Há um novo Estrela na Amadora

Com o salão nobre dos Bombeiros Voluntários da Amadora totalmente cheio, a nova direcção do CDE apresentou o projecto com o qual acredita poder ser possível refundar o Estrela da Amadora.

“Queremos honrar o passado, relembrando o bom que o clube já nos deu e procurando esquecer aquilo que de mau se passou”, afirmou o presidente da Assembleia-Geral do novo clube, Jorge da Silva.

O responsável explicou que o CDE pretende ser um clube formador e de comunidade e que para isso vai tentar recuperar a mística do extinto Estrela da Amadora. “Queremos recuperar o mesmo equipamento tricolor e poder jogar no Estádio José Gomes (Reboleira) a nossa casa de sempre”, afirmou.

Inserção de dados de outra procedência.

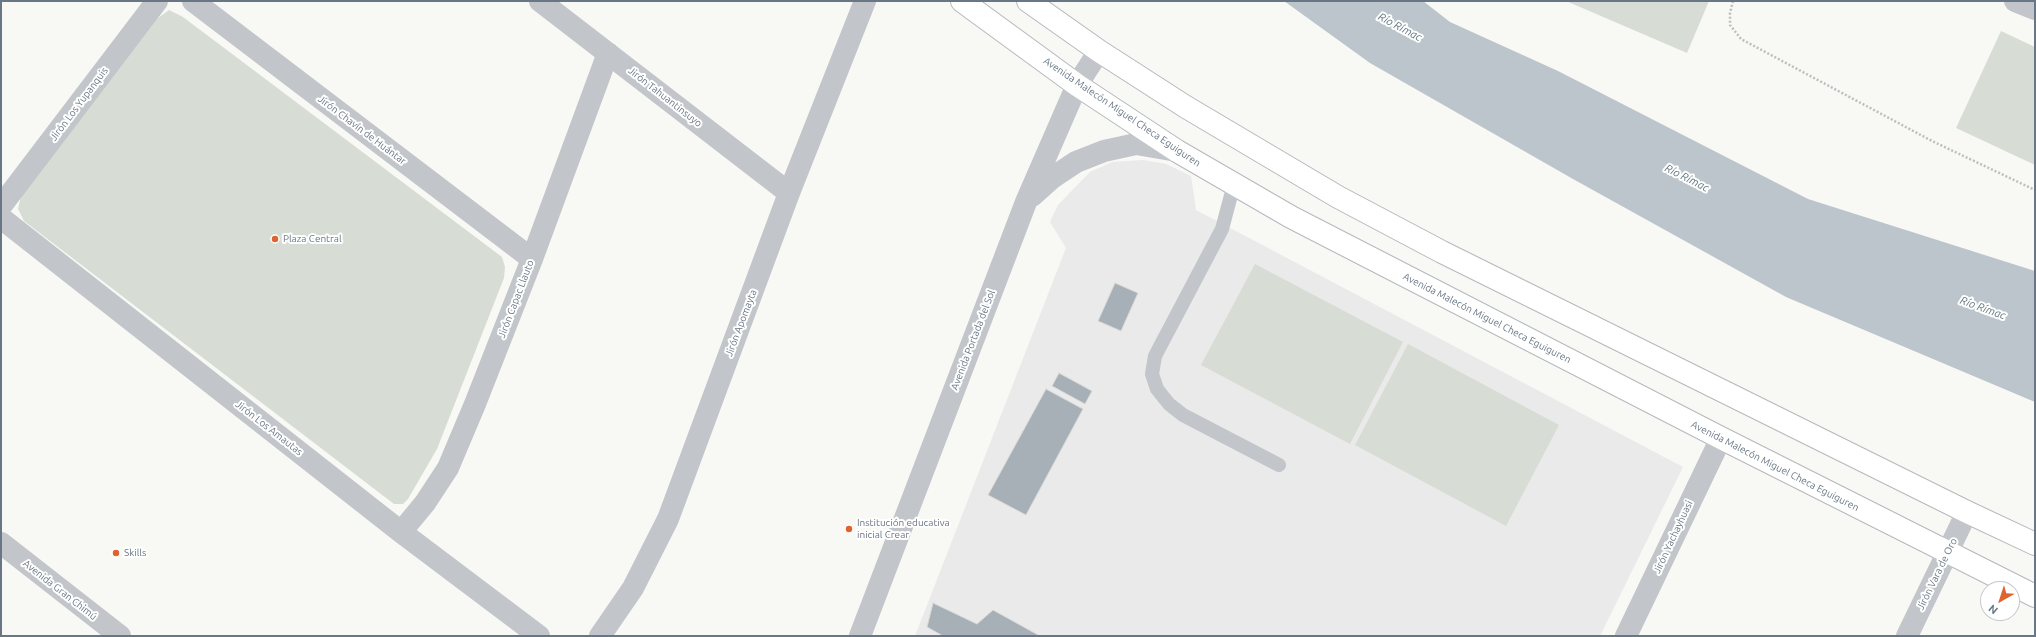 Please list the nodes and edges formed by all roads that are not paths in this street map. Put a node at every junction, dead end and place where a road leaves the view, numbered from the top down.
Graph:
1 (157, 1) edge
2 (193, 1) edge
3 (540, 1) edge
4 (866, 1) edge
5 (962, 1) edge
6 (1028, 1) edge
7 (2015, 1) edge
8 (2035, 9) edge
9 (1099, 51) junction
10 (608, 53) junction
11 (1077, 85) junction
12 (1177, 151) junction
13 (1234, 184) junction
14 (790, 194) junction
15 (1026, 202) junction
16 (1, 206) edge
17 (1, 218) edge
18 (532, 259) junction
19 (1721, 438) junction
20 (1279, 465) dead end
21 (1967, 512) junction
22 (402, 532) junction
23 (1, 543) edge
24 (2035, 544) edge
25 (1947, 553) junction
26 (2035, 596) edge
27 (120, 636) edge
28 (539, 636) edge
29 (600, 636) edge
30 (860, 636) edge
31 (1626, 636) edge
32 (1907, 636) edge

1 - 16 street, Jirón Los Yupanquis
2 - 18 street, Jirón Chavín de Huántar
3 - 10 street, Jirón Tahuantinsuyo
4 - 14 street, Jirón Apomayta
5 - 11 main road, Avenida Malecón Miguel Checa Eguiguren
6 - 9 main road
7 - 8 street
9 - 11 street, Avenida Portada del Sol
9 - 21 main road
10 - 14 street, Jirón Tahuantinsuyo
10 - 18 street, Jirón Capac Llauto
11 - 12 main road, Avenida Malecón Miguel Checa Eguiguren
11 - 15 street, Avenida Portada del Sol
12 - 13 main road, Avenida Malecón Miguel Checa Eguiguren
12 - 15 street
13 - 19 main road, Avenida Malecón Miguel Checa Eguiguren
13 - 20 lane
14 - 29 street, Jirón Apomayta
15 - 30 street, Avenida Portada del Sol
17 - 22 street, Jirón Los Amautas
18 - 22 street, Jirón Capac Llauto
19 - 25 main road, Avenida Malecón Miguel Checa Eguiguren
19 - 31 street, Jirón Yachayhuasi
21 - 24 main road
21 - 25 street, Jirón Vara de Oro
22 - 28 street, Jirón Los Amautas
23 - 27 street, Avenida Gran Chimú
25 - 26 main road, Avenida Malecón Miguel Checa Eguiguren
25 - 32 street, Jirón Vara de Oro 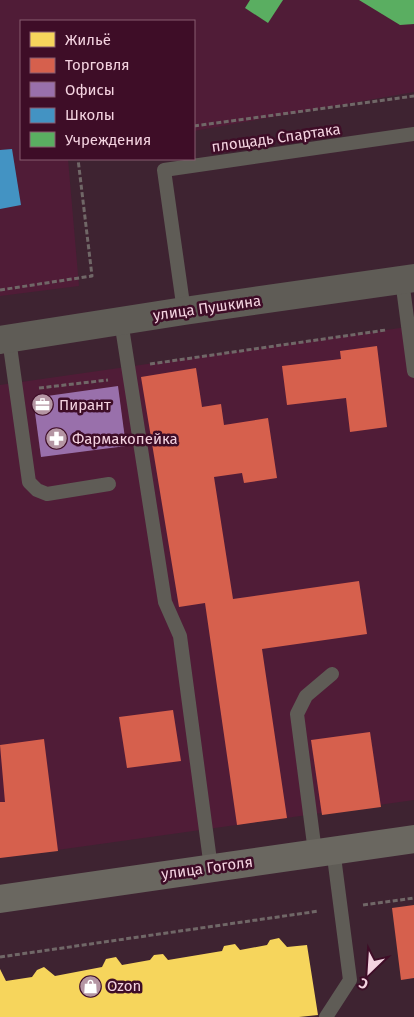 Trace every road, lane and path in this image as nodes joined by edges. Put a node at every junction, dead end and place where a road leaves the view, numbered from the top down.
1 (414, 96) edge
2 (195, 126) edge
3 (414, 134) edge
4 (78, 160) edge
5 (408, 279) edge
6 (0, 290) edge
7 (184, 311) junction
8 (121, 321) junction
9 (408, 327) junction
10 (4, 339) edge
11 (128, 367) junction
12 (414, 371) edge
13 (17, 391) junction
14 (110, 484) dead end
15 (332, 674) dead end
16 (414, 839) edge
17 (324, 851) junction
18 (211, 868) junction
19 (414, 898) edge
20 (0, 899) edge
21 (341, 908) junction
22 (0, 957) edge
23 (326, 1017) edge

1 - 2 path
3 - 7 lane, площадь Спартака
4 - 6 path
5 - 7 street, улица Пушкина
5 - 9 lane
7 - 8 street, улица Пушкина
8 - 10 street, улица Пушкина
8 - 11 lane
9 - 11 path
9 - 12 lane
10 - 13 lane
11 - 13 path
11 - 18 lane
13 - 14 lane
15 - 17 lane
16 - 17 street, улица Гоголя
17 - 18 street, улица Гоголя
17 - 21 lane
18 - 20 street, улица Гоголя
19 - 21 path
21 - 22 path
21 - 23 lane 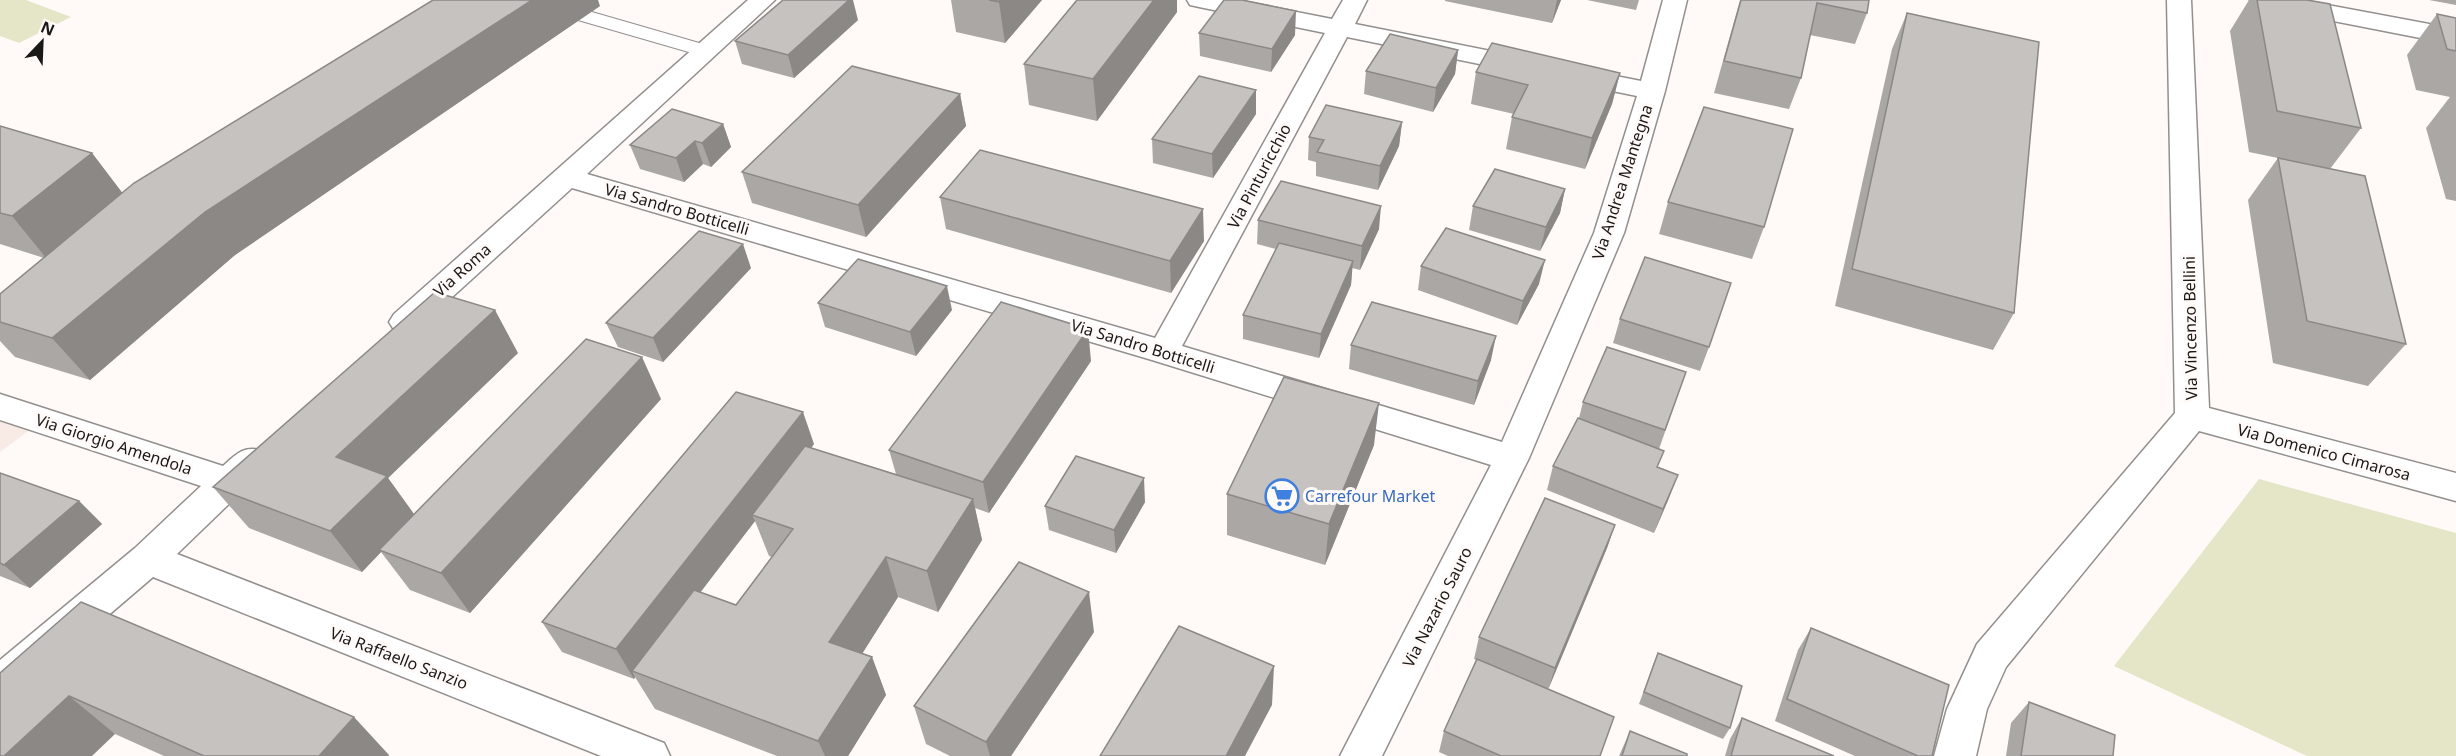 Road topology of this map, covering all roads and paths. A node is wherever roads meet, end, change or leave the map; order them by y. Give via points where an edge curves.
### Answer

Nesta primeira fase, os responsáveis querem apostar na formação e por isso vão apenas apresentar a competição uma equipa de benjamins.

“O futebol sénior é o nosso objectivo máximo, mas não queremos construir a casa pelo telhado. Primeiro queremos ter um espaço para funcionar e estabilidade financeira”, explicou.

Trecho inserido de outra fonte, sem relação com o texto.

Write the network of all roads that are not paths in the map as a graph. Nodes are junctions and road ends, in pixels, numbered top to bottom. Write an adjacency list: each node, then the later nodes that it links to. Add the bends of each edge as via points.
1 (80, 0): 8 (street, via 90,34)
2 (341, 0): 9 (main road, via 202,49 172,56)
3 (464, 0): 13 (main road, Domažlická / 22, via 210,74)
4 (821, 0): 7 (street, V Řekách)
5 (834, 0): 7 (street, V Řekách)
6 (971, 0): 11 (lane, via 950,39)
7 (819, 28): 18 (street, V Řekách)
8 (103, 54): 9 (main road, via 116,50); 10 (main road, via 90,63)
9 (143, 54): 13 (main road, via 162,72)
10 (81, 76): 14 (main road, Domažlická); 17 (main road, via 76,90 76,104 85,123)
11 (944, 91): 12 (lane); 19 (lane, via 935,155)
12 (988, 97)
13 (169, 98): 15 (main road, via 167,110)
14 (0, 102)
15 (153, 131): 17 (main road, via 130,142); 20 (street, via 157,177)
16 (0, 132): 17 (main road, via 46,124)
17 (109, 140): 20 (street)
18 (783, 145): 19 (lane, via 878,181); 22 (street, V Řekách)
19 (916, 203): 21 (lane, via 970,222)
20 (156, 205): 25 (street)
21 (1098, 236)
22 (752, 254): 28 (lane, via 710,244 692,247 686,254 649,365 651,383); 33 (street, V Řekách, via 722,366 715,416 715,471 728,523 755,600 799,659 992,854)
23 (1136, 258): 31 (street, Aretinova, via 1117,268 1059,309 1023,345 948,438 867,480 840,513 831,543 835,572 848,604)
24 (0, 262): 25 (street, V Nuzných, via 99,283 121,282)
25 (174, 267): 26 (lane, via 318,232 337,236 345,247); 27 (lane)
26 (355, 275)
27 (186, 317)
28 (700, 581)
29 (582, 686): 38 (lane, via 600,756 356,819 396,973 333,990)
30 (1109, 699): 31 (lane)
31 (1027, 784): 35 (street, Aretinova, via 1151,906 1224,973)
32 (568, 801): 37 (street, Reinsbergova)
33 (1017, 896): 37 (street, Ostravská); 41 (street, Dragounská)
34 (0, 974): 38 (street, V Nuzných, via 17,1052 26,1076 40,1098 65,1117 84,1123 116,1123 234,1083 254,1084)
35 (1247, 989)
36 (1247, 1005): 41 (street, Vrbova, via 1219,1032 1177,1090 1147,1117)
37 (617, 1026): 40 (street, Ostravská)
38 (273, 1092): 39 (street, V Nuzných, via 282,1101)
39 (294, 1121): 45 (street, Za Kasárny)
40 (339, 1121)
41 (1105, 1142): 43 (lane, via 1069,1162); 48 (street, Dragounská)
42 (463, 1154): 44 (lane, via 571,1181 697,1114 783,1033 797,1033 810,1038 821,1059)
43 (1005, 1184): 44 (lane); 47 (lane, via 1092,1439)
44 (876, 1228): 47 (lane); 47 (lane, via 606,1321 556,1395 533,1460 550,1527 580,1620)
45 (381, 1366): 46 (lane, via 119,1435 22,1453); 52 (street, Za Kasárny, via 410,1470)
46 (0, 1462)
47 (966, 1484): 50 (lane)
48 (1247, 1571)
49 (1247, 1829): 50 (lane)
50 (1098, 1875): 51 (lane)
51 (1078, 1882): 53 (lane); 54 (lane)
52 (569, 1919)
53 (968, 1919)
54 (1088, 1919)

Paralelamente à apresentação da nova equipa decorreu também a primeira admissão de sócios, à qual recorreram antigos sócios do Estrela da Amadora.

“Vi grandes jogos e percorri muitos quilómetros para acompanhar o Estrela. Para mim o Estrela nunca morreu e por isso foi com muita emoção que soube que querem dar nova vida ao clube”, afirmou Manuel Lameira, sobrinho de um dos fundadores do Estrela da Amadora, em declarações à agência Lusa.

O pedido de insolvência foi interposto pelo Estrela da Amadora, impedido de inscrever-se na Liga portuguesa de futebol na temporada de 2009/2010, alegando o clube impossibilidade de cumprir pontualmente com as suas obrigações, uma vez que não detinha meios próprios ou de crédito.

Por não cumprir os requisitos estabelecidos pela Federação Portuguesa de Futebol no processo de inscrição nas provas de seniores, o Estrela da Amadora, 10.º na II Divisão nacional na época de 2009/10, apenas competiu na época de 2010/11 nos escalões jovens, pela primeira vez desde que foi fundado, em 1932.